• [Work required] Please report every line in the entries that contains the string "Masjid".

(Collected data)
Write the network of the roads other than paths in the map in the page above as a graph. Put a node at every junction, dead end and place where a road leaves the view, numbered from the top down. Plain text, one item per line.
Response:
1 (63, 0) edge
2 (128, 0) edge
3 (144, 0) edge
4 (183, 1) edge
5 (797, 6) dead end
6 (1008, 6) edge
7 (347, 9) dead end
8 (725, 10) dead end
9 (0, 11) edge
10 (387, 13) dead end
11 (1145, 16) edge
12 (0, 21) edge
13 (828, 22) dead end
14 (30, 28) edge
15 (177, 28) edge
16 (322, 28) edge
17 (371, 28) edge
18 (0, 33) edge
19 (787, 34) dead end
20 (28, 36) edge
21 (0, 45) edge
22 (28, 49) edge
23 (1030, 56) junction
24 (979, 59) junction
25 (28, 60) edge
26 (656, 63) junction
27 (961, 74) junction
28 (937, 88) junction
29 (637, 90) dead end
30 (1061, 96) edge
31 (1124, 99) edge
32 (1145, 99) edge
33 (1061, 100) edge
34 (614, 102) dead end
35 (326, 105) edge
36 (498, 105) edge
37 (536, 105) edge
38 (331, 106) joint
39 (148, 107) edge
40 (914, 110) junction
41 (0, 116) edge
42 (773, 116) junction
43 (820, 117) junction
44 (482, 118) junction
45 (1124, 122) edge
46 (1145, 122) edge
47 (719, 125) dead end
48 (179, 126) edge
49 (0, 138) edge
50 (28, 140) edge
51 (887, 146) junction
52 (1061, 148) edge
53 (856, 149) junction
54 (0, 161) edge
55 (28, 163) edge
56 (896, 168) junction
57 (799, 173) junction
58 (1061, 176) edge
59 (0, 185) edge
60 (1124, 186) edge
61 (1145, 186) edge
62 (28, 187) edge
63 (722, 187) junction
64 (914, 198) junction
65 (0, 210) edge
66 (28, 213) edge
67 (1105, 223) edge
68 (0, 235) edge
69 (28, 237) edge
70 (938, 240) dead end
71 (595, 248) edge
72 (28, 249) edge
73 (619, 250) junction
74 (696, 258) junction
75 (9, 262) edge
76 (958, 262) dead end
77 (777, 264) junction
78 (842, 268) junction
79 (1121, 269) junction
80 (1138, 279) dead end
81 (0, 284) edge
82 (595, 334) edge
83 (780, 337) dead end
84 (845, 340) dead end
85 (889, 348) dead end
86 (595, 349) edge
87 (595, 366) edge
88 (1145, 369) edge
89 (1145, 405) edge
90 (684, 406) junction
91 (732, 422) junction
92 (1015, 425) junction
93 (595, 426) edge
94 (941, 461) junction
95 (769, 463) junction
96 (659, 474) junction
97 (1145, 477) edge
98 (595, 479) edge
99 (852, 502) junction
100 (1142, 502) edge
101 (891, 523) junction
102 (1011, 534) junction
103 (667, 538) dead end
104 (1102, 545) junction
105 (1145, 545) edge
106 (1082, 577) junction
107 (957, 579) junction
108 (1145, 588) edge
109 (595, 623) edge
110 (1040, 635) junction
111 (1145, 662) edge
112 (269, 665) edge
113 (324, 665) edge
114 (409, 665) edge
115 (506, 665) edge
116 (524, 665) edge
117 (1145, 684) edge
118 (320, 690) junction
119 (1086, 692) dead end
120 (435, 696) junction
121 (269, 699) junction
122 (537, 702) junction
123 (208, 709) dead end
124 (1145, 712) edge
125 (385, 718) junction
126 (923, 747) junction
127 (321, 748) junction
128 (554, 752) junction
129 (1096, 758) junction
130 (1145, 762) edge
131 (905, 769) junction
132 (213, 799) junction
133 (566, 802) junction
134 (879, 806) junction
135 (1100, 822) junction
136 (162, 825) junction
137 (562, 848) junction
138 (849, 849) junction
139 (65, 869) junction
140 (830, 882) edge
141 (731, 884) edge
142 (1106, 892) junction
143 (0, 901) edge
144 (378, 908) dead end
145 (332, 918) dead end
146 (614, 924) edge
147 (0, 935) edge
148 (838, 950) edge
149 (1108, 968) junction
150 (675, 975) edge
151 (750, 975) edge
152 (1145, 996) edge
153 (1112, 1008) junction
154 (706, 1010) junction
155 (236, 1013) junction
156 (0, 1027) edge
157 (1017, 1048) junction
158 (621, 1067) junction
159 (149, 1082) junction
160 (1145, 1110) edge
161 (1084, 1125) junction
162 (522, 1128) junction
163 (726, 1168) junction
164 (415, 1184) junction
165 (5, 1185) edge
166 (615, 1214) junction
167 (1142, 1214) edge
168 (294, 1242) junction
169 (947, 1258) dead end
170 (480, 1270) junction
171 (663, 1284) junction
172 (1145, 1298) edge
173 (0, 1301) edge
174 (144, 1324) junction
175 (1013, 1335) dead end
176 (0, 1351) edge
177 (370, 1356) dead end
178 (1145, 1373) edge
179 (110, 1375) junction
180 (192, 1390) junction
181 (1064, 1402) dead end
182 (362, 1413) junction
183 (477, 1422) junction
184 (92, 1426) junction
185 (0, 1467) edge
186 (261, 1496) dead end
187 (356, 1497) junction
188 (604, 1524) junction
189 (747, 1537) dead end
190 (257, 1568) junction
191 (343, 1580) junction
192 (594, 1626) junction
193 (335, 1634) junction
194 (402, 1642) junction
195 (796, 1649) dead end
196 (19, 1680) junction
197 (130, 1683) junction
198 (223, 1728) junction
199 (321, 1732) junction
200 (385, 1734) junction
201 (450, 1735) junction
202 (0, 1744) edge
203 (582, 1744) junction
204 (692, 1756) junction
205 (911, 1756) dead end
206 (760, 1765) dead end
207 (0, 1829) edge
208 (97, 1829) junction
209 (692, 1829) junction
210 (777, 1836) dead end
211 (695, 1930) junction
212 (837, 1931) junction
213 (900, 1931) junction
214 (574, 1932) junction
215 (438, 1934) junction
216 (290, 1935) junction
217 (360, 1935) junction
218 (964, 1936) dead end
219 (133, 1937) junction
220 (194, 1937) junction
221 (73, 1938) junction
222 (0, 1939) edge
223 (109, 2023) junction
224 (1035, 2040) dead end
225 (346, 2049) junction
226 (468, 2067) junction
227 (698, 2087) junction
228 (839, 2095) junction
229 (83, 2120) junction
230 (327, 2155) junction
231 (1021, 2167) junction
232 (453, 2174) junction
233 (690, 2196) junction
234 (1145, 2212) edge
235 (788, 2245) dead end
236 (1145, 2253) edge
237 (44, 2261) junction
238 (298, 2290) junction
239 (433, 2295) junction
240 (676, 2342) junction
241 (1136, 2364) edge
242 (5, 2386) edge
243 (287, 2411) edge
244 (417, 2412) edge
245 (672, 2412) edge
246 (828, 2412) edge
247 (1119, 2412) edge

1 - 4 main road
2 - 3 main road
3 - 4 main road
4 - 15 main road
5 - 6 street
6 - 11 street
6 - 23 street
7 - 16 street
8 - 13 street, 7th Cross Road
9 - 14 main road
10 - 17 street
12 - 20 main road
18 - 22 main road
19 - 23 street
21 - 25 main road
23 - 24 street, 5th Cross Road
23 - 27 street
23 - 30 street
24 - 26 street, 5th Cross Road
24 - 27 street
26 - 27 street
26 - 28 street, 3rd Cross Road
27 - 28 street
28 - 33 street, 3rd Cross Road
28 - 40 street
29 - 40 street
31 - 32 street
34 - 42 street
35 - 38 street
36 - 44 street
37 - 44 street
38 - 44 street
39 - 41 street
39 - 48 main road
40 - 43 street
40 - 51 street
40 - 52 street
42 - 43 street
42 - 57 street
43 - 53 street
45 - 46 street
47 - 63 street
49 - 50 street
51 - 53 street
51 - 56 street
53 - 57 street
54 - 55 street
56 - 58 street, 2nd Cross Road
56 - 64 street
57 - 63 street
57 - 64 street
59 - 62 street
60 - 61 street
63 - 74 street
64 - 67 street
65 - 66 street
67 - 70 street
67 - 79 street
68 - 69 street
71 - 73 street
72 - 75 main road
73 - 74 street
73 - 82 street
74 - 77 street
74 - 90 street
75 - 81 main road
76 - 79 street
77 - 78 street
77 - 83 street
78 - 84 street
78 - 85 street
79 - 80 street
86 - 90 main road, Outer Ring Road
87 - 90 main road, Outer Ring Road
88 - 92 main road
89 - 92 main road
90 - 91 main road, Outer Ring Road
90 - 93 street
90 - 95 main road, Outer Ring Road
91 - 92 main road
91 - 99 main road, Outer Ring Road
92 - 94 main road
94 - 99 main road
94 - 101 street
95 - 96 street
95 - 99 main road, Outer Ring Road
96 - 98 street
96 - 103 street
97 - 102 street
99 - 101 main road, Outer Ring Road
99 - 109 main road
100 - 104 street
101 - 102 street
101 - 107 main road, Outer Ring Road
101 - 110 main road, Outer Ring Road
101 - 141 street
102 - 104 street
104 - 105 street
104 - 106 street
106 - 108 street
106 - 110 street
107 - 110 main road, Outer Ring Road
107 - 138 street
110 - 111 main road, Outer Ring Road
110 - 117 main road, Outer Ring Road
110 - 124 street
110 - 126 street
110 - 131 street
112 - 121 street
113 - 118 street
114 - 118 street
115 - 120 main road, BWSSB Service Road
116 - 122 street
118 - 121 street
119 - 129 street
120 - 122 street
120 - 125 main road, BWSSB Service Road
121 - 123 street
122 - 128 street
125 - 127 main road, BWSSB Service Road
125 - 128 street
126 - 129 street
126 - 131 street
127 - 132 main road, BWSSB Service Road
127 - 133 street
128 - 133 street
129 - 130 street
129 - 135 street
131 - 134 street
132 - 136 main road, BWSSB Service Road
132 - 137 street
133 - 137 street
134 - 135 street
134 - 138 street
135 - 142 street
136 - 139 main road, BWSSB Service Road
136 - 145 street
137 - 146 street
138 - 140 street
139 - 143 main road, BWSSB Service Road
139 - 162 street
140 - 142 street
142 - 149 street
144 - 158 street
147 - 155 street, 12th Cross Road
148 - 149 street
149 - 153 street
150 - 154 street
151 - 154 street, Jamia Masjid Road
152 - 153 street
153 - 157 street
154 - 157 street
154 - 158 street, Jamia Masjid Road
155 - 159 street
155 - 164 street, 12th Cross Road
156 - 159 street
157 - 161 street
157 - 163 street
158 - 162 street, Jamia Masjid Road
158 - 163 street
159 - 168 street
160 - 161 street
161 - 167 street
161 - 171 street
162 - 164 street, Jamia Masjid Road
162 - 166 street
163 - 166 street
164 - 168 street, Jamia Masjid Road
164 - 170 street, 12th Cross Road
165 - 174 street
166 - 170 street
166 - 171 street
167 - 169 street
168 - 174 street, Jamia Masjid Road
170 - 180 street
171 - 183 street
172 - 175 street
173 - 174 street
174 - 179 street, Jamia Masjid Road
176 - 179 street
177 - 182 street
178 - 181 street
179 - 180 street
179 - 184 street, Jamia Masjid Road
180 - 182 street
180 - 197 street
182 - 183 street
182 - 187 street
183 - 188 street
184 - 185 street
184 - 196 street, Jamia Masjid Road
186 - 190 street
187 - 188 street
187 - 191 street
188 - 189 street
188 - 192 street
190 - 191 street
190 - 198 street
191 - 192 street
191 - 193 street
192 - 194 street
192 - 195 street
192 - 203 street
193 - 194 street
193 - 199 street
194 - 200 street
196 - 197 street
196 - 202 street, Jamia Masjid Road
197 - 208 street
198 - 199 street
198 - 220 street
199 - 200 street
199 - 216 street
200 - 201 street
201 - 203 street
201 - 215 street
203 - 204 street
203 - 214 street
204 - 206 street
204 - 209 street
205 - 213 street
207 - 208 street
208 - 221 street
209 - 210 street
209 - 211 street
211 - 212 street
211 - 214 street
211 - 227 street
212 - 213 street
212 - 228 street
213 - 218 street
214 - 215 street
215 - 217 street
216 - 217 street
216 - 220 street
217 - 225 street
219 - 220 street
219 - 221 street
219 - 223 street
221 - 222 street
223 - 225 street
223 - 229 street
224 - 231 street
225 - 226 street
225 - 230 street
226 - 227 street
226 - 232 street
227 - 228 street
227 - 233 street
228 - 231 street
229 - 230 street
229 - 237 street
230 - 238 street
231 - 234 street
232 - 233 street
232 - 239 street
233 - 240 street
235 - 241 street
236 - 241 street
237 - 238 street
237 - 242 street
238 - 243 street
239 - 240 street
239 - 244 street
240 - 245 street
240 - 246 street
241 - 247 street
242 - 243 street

• [Response below]
151 - 154 street, Jamia Masjid Road
154 - 158 street, Jamia Masjid Road
158 - 162 street, Jamia Masjid Road
162 - 164 street, Jamia Masjid Road
164 - 168 street, Jamia Masjid Road
168 - 174 street, Jamia Masjid Road
174 - 179 street, Jamia Masjid Road
179 - 184 street, Jamia Masjid Road
184 - 196 street, Jamia Masjid Road
196 - 202 street, Jamia Masjid Road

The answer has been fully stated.